#### Input ####
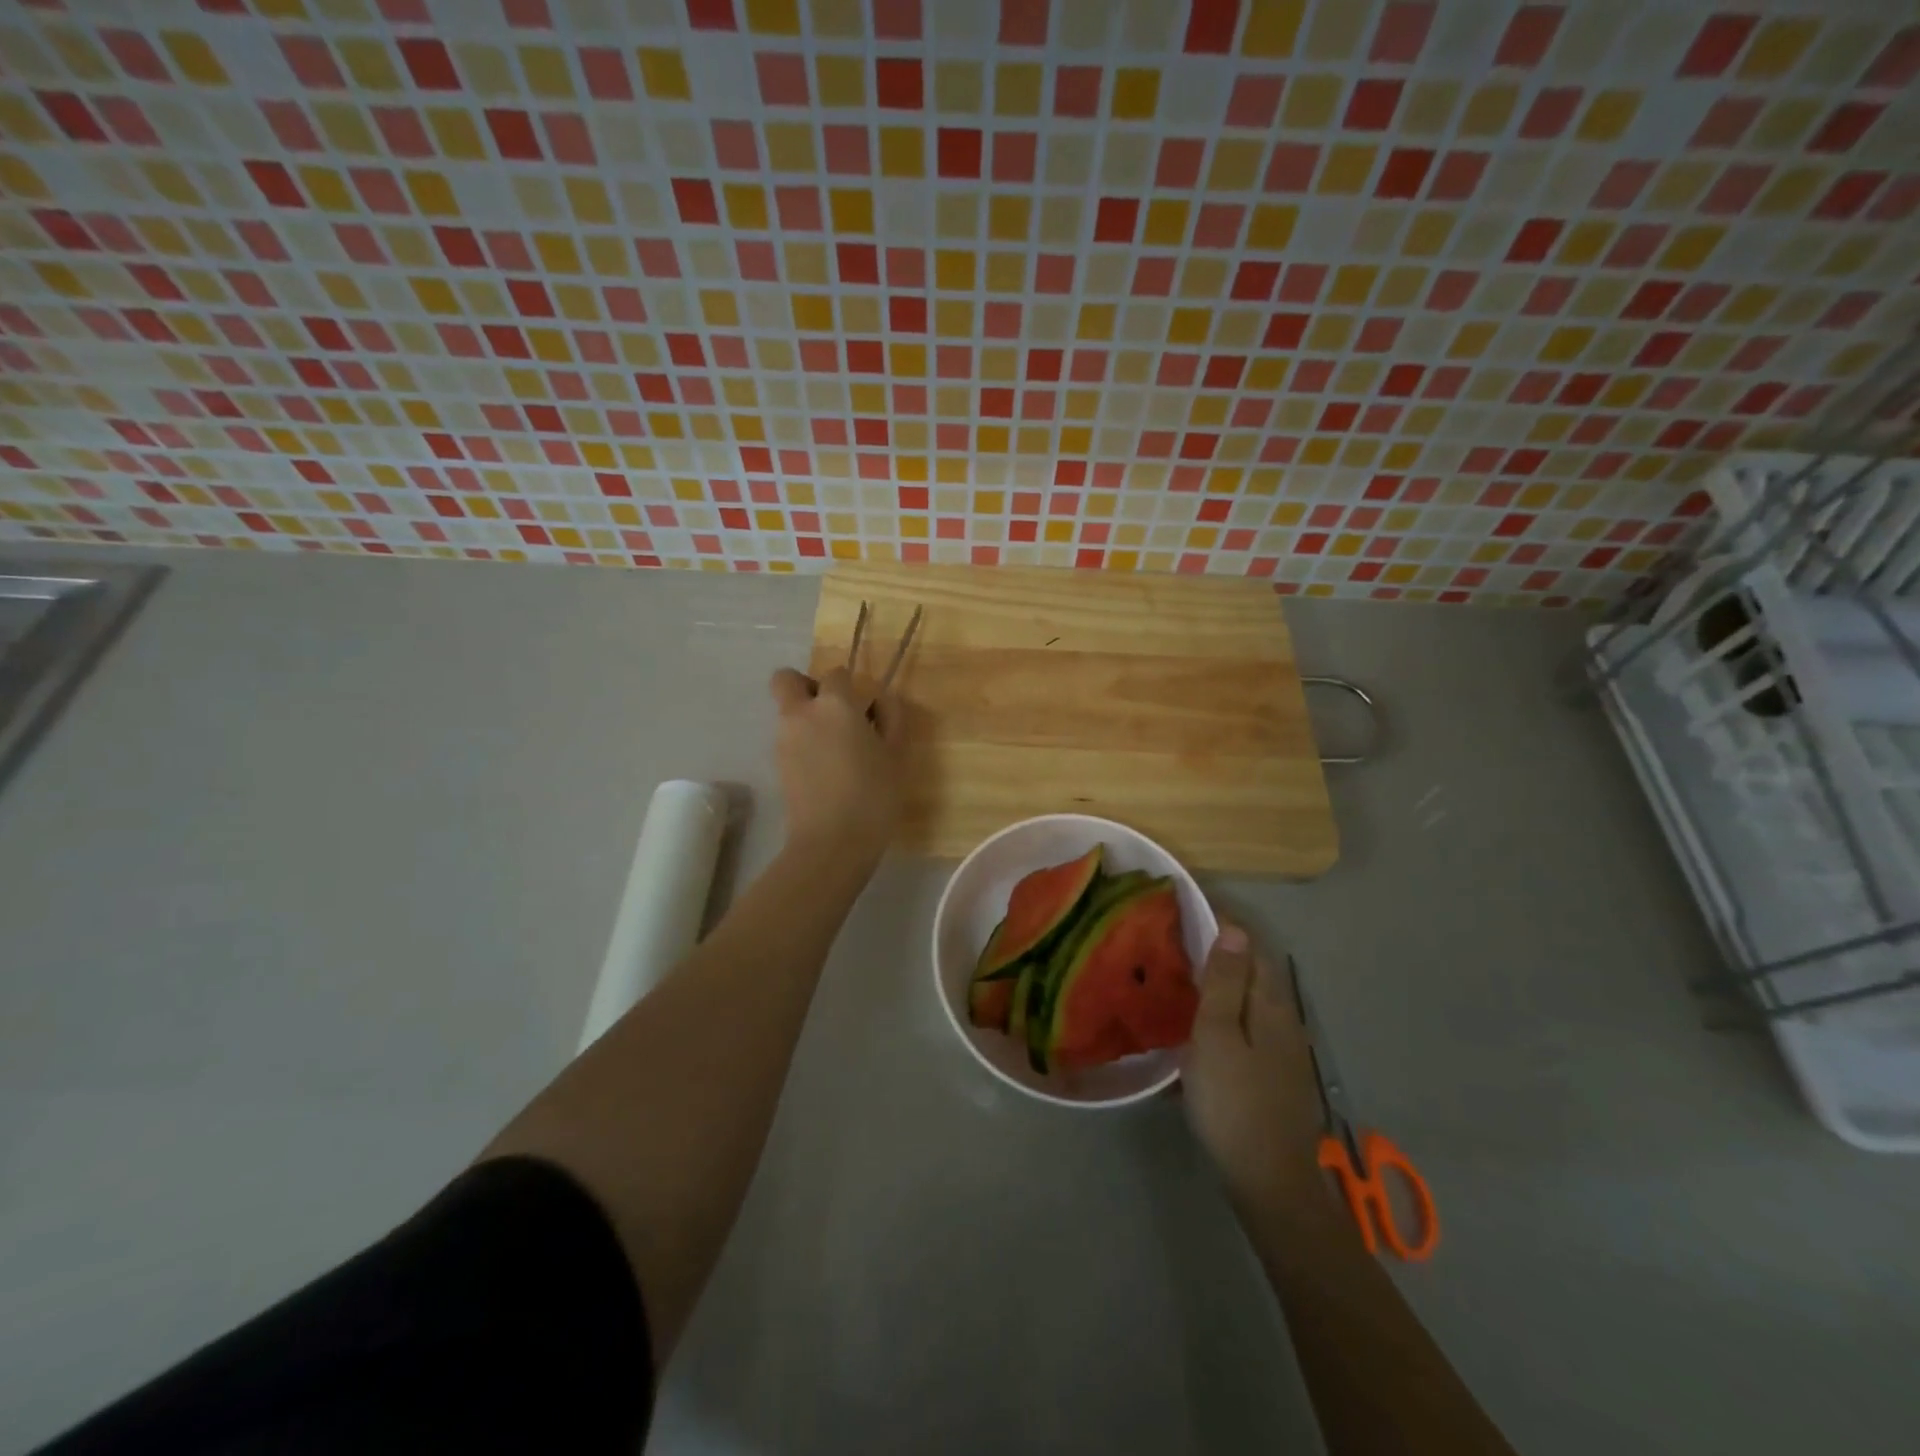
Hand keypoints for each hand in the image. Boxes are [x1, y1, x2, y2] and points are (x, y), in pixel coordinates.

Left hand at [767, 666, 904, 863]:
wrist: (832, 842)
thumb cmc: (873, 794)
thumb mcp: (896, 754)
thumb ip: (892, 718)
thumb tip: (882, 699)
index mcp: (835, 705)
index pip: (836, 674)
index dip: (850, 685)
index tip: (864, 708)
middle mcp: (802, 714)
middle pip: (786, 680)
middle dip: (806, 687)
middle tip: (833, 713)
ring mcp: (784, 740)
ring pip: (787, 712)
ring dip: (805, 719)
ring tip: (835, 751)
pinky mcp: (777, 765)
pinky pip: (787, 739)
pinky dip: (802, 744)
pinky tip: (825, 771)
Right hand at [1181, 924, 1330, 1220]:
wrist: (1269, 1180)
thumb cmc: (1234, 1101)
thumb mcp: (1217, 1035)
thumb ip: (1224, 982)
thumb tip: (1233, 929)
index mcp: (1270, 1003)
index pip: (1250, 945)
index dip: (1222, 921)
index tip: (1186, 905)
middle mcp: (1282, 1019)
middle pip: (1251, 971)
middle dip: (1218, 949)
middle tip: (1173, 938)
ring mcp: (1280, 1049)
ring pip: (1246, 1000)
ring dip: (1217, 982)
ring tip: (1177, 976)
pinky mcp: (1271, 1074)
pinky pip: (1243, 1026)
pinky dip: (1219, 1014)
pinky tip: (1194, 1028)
####
* _What the task asks_
All of the material should be reproduced exactly, apart from the pictures.

* _Solution to the exercise_
Hand keypoints for each hand in the image. Boxes are [x1, y1, x2, y2] and points are (x, y), in pixel coordinates.

Left hand at [767, 666, 904, 863]:
wrist: (832, 842)
thumb cmc: (873, 794)
thumb mcp: (896, 754)
thumb ip: (892, 718)
thumb tip: (882, 699)
index mcp: (835, 705)
index pip: (836, 674)
index dip: (850, 685)
index tip: (864, 708)
middle mcp: (802, 714)
middle pip: (786, 680)
middle dip: (806, 687)
middle tip: (833, 713)
ring mcp: (784, 740)
ring pip: (787, 712)
ring dip: (805, 719)
ring tip: (835, 751)
pinky mcp: (777, 765)
pinky pip: (787, 739)
pinky dip: (802, 744)
pinky tip: (825, 771)
Right hand at [1181, 924, 1330, 1220]:
wrist: (1269, 1180)
thumb cmc: (1234, 1101)
thumb mcp: (1217, 1035)
thumb ip: (1224, 982)
thumb tip: (1233, 929)
index mcp: (1270, 1003)
index pip: (1250, 945)
index dip: (1222, 921)
index tip: (1186, 905)
middle mcp: (1282, 1019)
middle pip: (1251, 971)
middle dip: (1218, 949)
middle tip: (1173, 938)
ring mcp: (1280, 1049)
ring pip: (1246, 1000)
ring dip: (1217, 982)
ring tip: (1177, 976)
pinky mcp: (1271, 1074)
pinky pip: (1243, 1026)
pinky dip: (1219, 1014)
pinky tip: (1194, 1028)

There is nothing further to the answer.